▸ Try it:
Reproduce the records that follow without alteration, apart from removing the pictures.

Material provided START

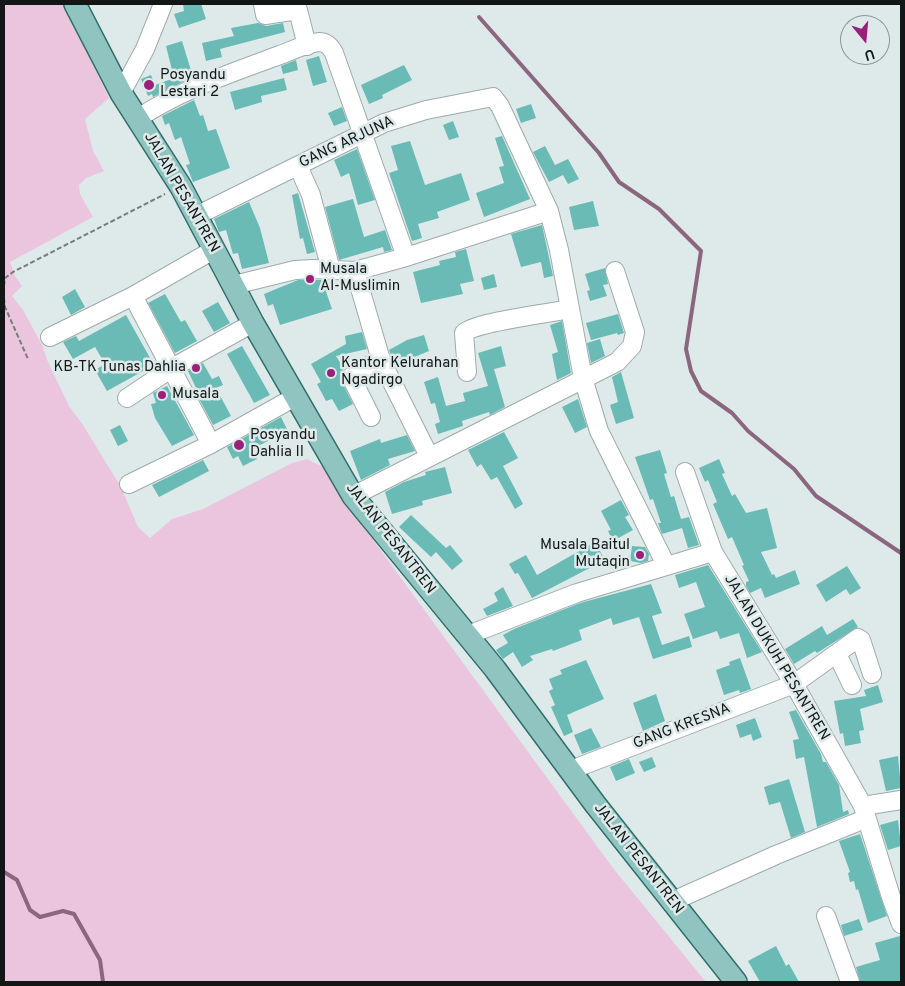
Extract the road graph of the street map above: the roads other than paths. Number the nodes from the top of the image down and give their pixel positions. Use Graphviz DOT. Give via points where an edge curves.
graph roads {
  1 [pos="75,4"];
  2 [pos="163,4"];
  3 [pos="263,4"];
  4 [pos="307,46"];
  5 [pos="121,93"];
  6 [pos="137,118"];
  7 [pos="363,133"];
  8 [pos="298,166"];
  9 [pos="549,211"];
  10 [pos="196,216"];
  11 [pos="215,249"];
  12 [pos="406,257"];
  13 [pos="331,270"];
  14 [pos="355,271"];
  15 [pos="615,271"];
  16 [pos="234,285"];
  17 [pos="133,296"];
  18 [pos="570,309"];
  19 [pos="254,323"];
  20 [pos="50,337"];
  21 [pos="381,360"];
  22 [pos="172,368"];
  23 [pos="467,372"];
  24 [pos="583,378"];
  25 [pos="295,397"];
  26 [pos="127,398"];
  27 [pos="371,418"];
  28 [pos="211,444"];
  29 [pos="429,456"];
  30 [pos="685,472"];
  31 [pos="129,484"];
  32 [pos="353,496"];
  33 [pos="713,552"];
  34 [pos="666,565"];
  35 [pos="468,636"];
  36 [pos="837,654"];
  37 [pos="872,674"];
  38 [pos="794,684"];
  39 [pos="852,685"];
  40 [pos="571,770"];
  41 [pos="901,800"];
  42 [pos="864,813"];
  43 [pos="672,902"];
  44 [pos="826,916"];
  45 [pos="901,924"];
  46 [pos="736,982"];
  47 [pos="850,982"];
  1 -- 5 [label="main road, JALAN PESANTREN"];
  2 -- 5 [label="street" via="145,49"];
  3 -- 4 [label="street" via="265,15 298,10"];
  4 -- 6 [label="street" via="179,94"];
  4 -- 7 [label="street" via="324,43 334,52"];
  5 -- 6 [label="main road, JALAN PESANTREN"];
  6 -- 10 [label="main road, JALAN PESANTREN" via="181,186"];
  7 -- 8 [label="street, GANG ARJUNA"];
  7 -- 9 [label="street, GANG ARJUNA" via="426,110 493,97"];
  7 -- 12 [label="street"];
  8 -- 10 [label="street, GANG ARJUNA"];
  8 -- 13 [label="street" via="311,195"];
  9 -- 12 [label="street"];
  9 -- 18 [label="street"];
  10 -- 11 [label="main road, JALAN PESANTREN"];
  11 -- 16 [label="main road, JALAN PESANTREN"];
  11 -- 17 [label="street"];
  12 -- 14 [label="street"];
  13 -- 14 [label="street"];
  13 -- 16 [label="street" via="288,271"];
  14 -- 21 [label="street"];
  15 -- 24 [label="street" via="634,332 632,346 616,362"];
  16 -- 19 [label="main road, JALAN PESANTREN"];
  17 -- 20 [label="street"];
  17 -- 22 [label="street"];
  18 -- 23 [label="street" via="468,329 464,333"];
  18 -- 24 [label="street"];
  19 -- 22 [label="street"];
  19 -- 25 [label="main road, JALAN PESANTREN"];
  21 -- 27 [label="street" via="352,377"];
  21 -- 29 [label="street"];
  22 -- 26 [label="street"];
  22 -- 28 [label="street"];
  24 -- 29 [label="street"];
  24 -- 34 [label="street" via="599,431"];
  25 -- 28 [label="street"];
  25 -- 32 [label="main road, JALAN PESANTREN"];
  28 -- 31 [label="street"];
  29 -- 32 [label="street"];
  30 -- 33 [label="street, JALAN DUKUH PESANTREN"];
  32 -- 35 [label="main road, JALAN PESANTREN"];
  33 -- 34 [label="street"];
  33 -- 38 [label="street, JALAN DUKUH PESANTREN"];
  34 -- 35 [label="street" via="577,593"];
  35 -- 40 [label="main road, JALAN PESANTREN"];
  36 -- 37 [label="street, GANG KRESNA" via="860,638"];
  36 -- 38 [label="street, GANG KRESNA"];
  36 -- 39 [label="street"];
  38 -- 40 [label="street, GANG KRESNA"];
  38 -- 42 [label="street, JALAN DUKUH PESANTREN"];
  40 -- 43 [label="main road, JALAN PESANTREN"];
  41 -- 42 [label="street"];
  42 -- 43 [label="street"];
  42 -- 45 [label="street, JALAN DUKUH PESANTREN"];
  43 -- 46 [label="main road, JALAN PESANTREN"];
  44 -- 47 [label="street"];
}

Material provided END

▸ Response:
Extract the road graph of the street map above: the roads other than paths. Number the nodes from the top of the image down and give their pixel positions. Use Graphviz DOT. Give via points where an edge curves.
graph roads {
  1 [pos="75,4"];
  2 [pos="163,4"];
  3 [pos="263,4"];
  4 [pos="307,46"];
  5 [pos="121,93"];
  6 [pos="137,118"];
  7 [pos="363,133"];
  8 [pos="298,166"];
  9 [pos="549,211"];
  10 [pos="196,216"];
  11 [pos="215,249"];
  12 [pos="406,257"];
  13 [pos="331,270"];
  14 [pos="355,271"];
  15 [pos="615,271"];
  16 [pos="234,285"];
  17 [pos="133,296"];
  18 [pos="570,309"];
  19 [pos="254,323"];
  20 [pos="50,337"];
  21 [pos="381,360"];
  22 [pos="172,368"];
  23 [pos="467,372"];
  24 [pos="583,378"];
  25 [pos="295,397"];
  26 [pos="127,398"];
  27 [pos="371,418"];
  28 [pos="211,444"];
  29 [pos="429,456"];
  30 [pos="685,472"];
  31 [pos="129,484"];
  32 [pos="353,496"];
  33 [pos="713,552"];
  34 [pos="666,565"];
  35 [pos="468,636"];
  36 [pos="837,654"];
  37 [pos="872,674"];
  38 [pos="794,684"];
  39 [pos="852,685"];
  40 [pos="571,770"];
  41 [pos="901,800"];
  42 [pos="864,813"];
  43 [pos="672,902"];
  44 [pos="826,916"];
  45 [pos="901,924"];
  46 [pos="736,982"];
  47 [pos="850,982"];
  1 -- 5 [label="main road, JALAN PESANTREN"];
  2 -- 5 [label="street" via="145,49"];
  3 -- 4 [label="street" via="265,15 298,10"];
  4 -- 6 [label="street" via="179,94"];
  4 -- 7 [label="street" via="324,43 334,52"];
  5 -- 6 [label="main road, JALAN PESANTREN"];
  6 -- 10 [label="main road, JALAN PESANTREN" via="181,186"];
  7 -- 8 [label="street, GANG ARJUNA"];
  7 -- 9 [label="street, GANG ARJUNA" via="426,110 493,97"];
  7 -- 12 [label="street"];
  8 -- 10 [label="street, GANG ARJUNA"];
  8 -- 13 [label="street" via="311,195"];
  9 -- 12 [label="street"];
  9 -- 18 [label="street"];
  10 -- 11 [label="main road, JALAN PESANTREN"];
  11 -- 16 [label="main road, JALAN PESANTREN"];
  11 -- 17 [label="street"];
  12 -- 14 [label="street"];
  13 -- 14 [label="street"];
  13 -- 16 [label="street" via="288,271"];
  14 -- 21 [label="street"];
  15 -- 24 [label="street" via="634,332 632,346 616,362"];
  16 -- 19 [label="main road, JALAN PESANTREN"];
  17 -- 20 [label="street"];
  17 -- 22 [label="street"];
  18 -- 23 [label="street" via="468,329 464,333"];
  18 -- 24 [label="street"];
  19 -- 22 [label="street"];
  19 -- 25 [label="main road, JALAN PESANTREN"];
  21 -- 27 [label="street" via="352,377"];
  21 -- 29 [label="street"];
  22 -- 26 [label="street"];
  22 -- 28 [label="street"];
  24 -- 29 [label="street"];
  24 -- 34 [label="street" via="599,431"];
  25 -- 28 [label="street"];
  25 -- 32 [label="main road, JALAN PESANTREN"];
  28 -- 31 [label="street"];
  29 -- 32 [label="street"];
  30 -- 33 [label="street, JALAN DUKUH PESANTREN"];
  32 -- 35 [label="main road, JALAN PESANTREN"];
  33 -- 34 [label="street"];
  33 -- 38 [label="street, JALAN DUKUH PESANTREN"];
  34 -- 35 [label="street" via="577,593"];
  35 -- 40 [label="main road, JALAN PESANTREN"];
  36 -- 37 [label="street, GANG KRESNA" via="860,638"];
  36 -- 38 [label="street, GANG KRESNA"];
  36 -- 39 [label="street"];
  38 -- 40 [label="street, GANG KRESNA"];
  38 -- 42 [label="street, JALAN DUKUH PESANTREN"];
  40 -- 43 [label="main road, JALAN PESANTREN"];
  41 -- 42 [label="street"];
  42 -- 43 [label="street"];
  42 -- 45 [label="street, JALAN DUKUH PESANTREN"];
  43 -- 46 [label="main road, JALAN PESANTREN"];
  44 -- 47 [label="street"];
}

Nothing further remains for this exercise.